There is, however, some structure that helps us to extract the information. First, the start and end of the talk are at the beginning of the string in the square brackets, second, the presenting author is underlined, therefore there are always the attributes in parens, and finally the title is typeset in bold, so in markdown it is surrounded by the asterisks. In vim this could be easily converted to sane format with the replacement of the regex

:%s@.*\[\(\d\d:\d\d – \d\d:\d\d\) \].*\[\(.\{-}\)]{style="text-decoration: underline"}.*\*\(.*\)\*.*@\1 \2 "\3"@

which transforms the monster above to

11:15 – 11:40 Presenting Author "The title"

So perhaps with a little more regex and macros magic the task of joining the schedules would be solved, but at this point I really wanted to play with python.

The ical format

The ical does not seem to be a very pleasant format to read, but luckily there is the library icalendar for python. The latter reference has by the way a very reasonable description of the format. Importantly for our needs, the calendar can have events, and each of the events has start and end timestamps, description and annotation (useless).

We will use events for sessions and talks. Each of those require knowing the start/finish timestamps (including year, month, day, hour, minute and seconds + timezone). The session description should include chair name, and the talk description along the speaker name and talk title should ideally have the session label as a prefix.

Parsing the lines with python

The workhorse of the code will be the function that parses the individual lines of the markdown file. Those schedule files consist of the lines which announce either - the day - the session - the talk

In the file it looks like this:

1.  ##### Monday, 16 July, 2018 {..attributes..}
2.  ***S1.1* (11:15 – 12:30)**[**Chair**: FirstName LastName]{..attributes..}
    1.  [[11:15 – 11:40 ]{..attributes..}[ The author line ]
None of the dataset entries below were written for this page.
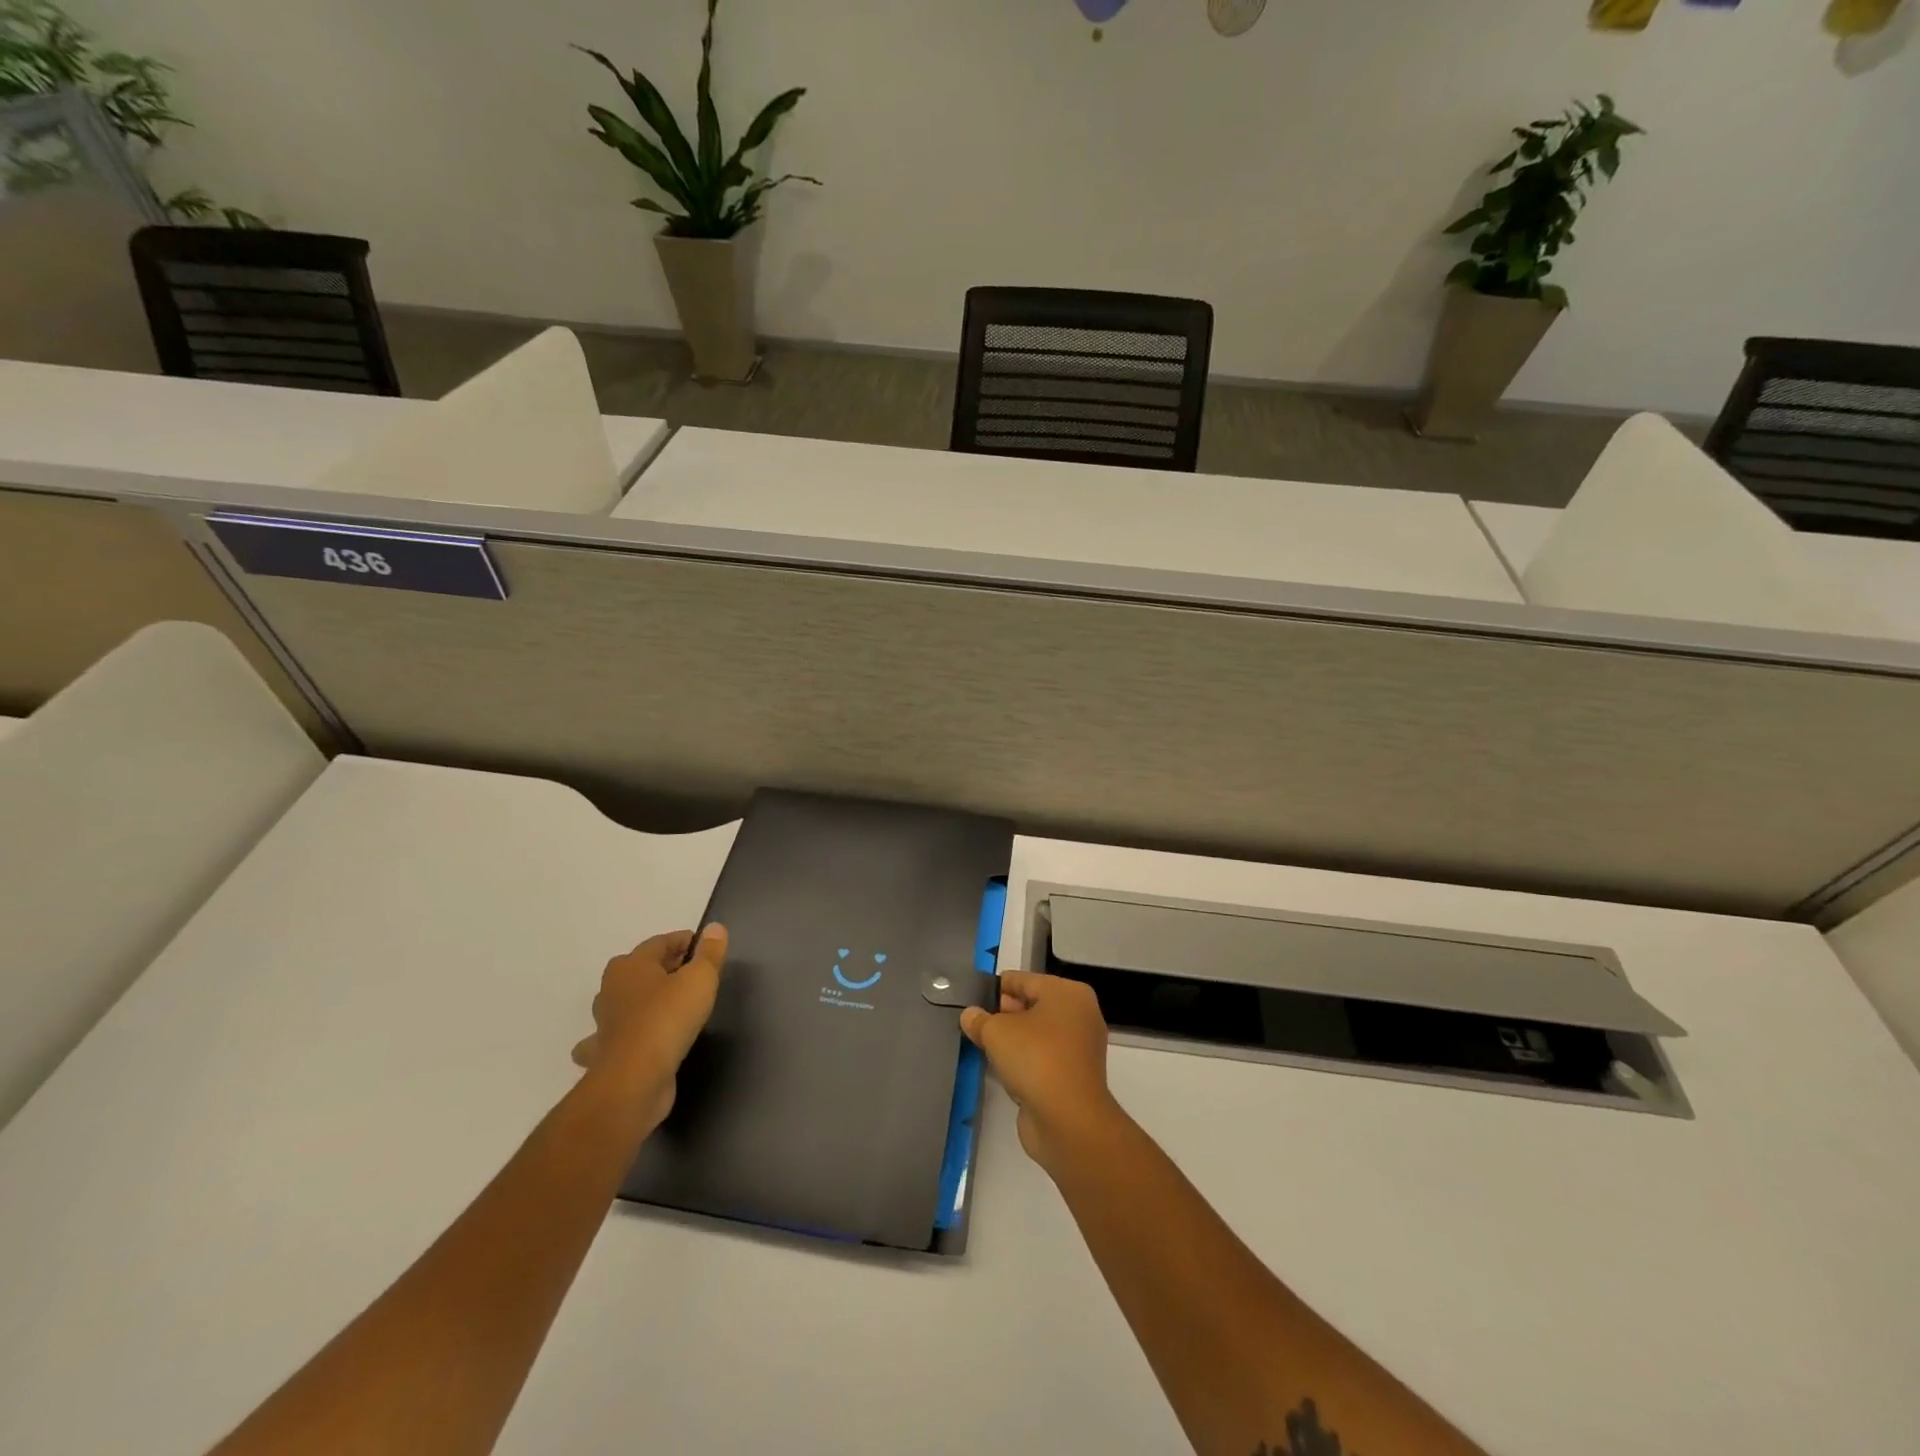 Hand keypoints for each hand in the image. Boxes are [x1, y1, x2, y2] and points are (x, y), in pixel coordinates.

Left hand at [572, 925, 726, 1135]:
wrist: (635, 1079)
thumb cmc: (668, 1018)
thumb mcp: (700, 979)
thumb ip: (709, 953)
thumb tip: (715, 927)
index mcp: (631, 965)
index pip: (661, 942)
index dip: (685, 941)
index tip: (706, 948)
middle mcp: (611, 988)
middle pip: (642, 969)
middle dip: (664, 968)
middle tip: (693, 975)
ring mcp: (605, 1023)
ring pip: (623, 1002)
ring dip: (640, 1000)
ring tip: (666, 1004)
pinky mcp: (605, 1053)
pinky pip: (614, 1037)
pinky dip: (623, 1035)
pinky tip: (634, 1040)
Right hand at [961, 971, 1121, 1173]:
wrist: (1068, 1120)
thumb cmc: (1035, 1059)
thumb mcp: (996, 1032)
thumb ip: (980, 1020)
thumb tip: (970, 1015)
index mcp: (1068, 993)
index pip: (1025, 980)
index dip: (998, 986)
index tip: (974, 994)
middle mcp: (1079, 1015)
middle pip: (1033, 1005)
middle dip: (1004, 1013)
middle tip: (975, 1020)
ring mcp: (1079, 1048)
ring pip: (1038, 1034)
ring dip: (1013, 1039)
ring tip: (982, 1042)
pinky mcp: (1073, 1076)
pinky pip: (1042, 1058)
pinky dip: (1024, 1060)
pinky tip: (1000, 1066) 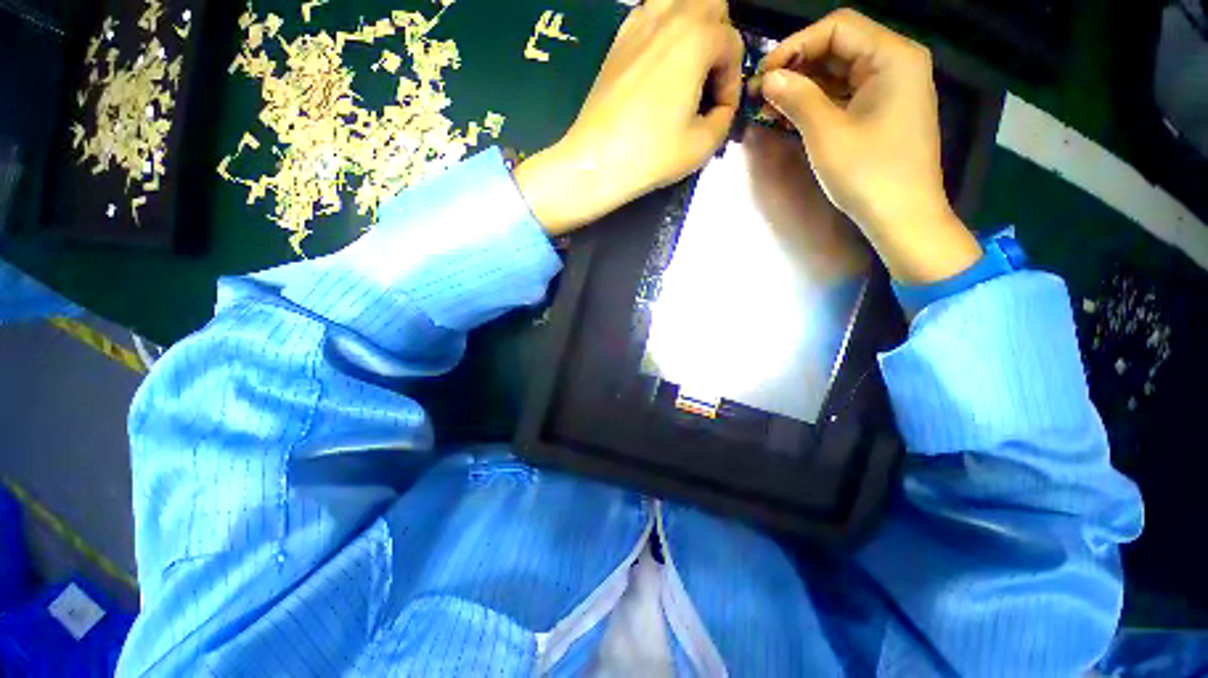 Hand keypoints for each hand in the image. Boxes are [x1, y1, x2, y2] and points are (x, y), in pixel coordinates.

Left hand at [514, 0, 743, 234]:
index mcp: (696, 38)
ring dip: (691, 25)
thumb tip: (721, 108)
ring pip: (677, 1)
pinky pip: (649, 15)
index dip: (733, 81)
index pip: (732, 44)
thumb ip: (724, 119)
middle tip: (709, 79)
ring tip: (687, 64)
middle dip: (719, 39)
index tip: (721, 111)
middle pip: (710, 5)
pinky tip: (659, 63)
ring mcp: (638, 24)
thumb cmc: (651, 154)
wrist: (597, 161)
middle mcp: (669, 17)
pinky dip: (662, 30)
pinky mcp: (617, 40)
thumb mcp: (702, 146)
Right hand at [750, 9, 980, 283]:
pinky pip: (846, 92)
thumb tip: (767, 78)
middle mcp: (896, 62)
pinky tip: (793, 113)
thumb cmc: (869, 174)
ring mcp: (892, 87)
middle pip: (839, 45)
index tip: (763, 73)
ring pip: (840, 70)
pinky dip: (819, 100)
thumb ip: (797, 98)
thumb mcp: (827, 134)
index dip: (796, 44)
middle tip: (761, 91)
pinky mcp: (884, 109)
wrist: (903, 217)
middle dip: (798, 64)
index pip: (838, 27)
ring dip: (804, 84)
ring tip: (770, 104)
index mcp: (893, 56)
We will parse lines one by one, if we encounter the new date (16 July above), we will keep the day number as a global variable for the timestamps of the events. If we see the first line of the session (like S1.1), we will keep it as a global variable as well. Alongside this, we add the session as an event to the calendar. And from the talk line we extract the timestamps, and the speaker and the talk name, and immediately create an event.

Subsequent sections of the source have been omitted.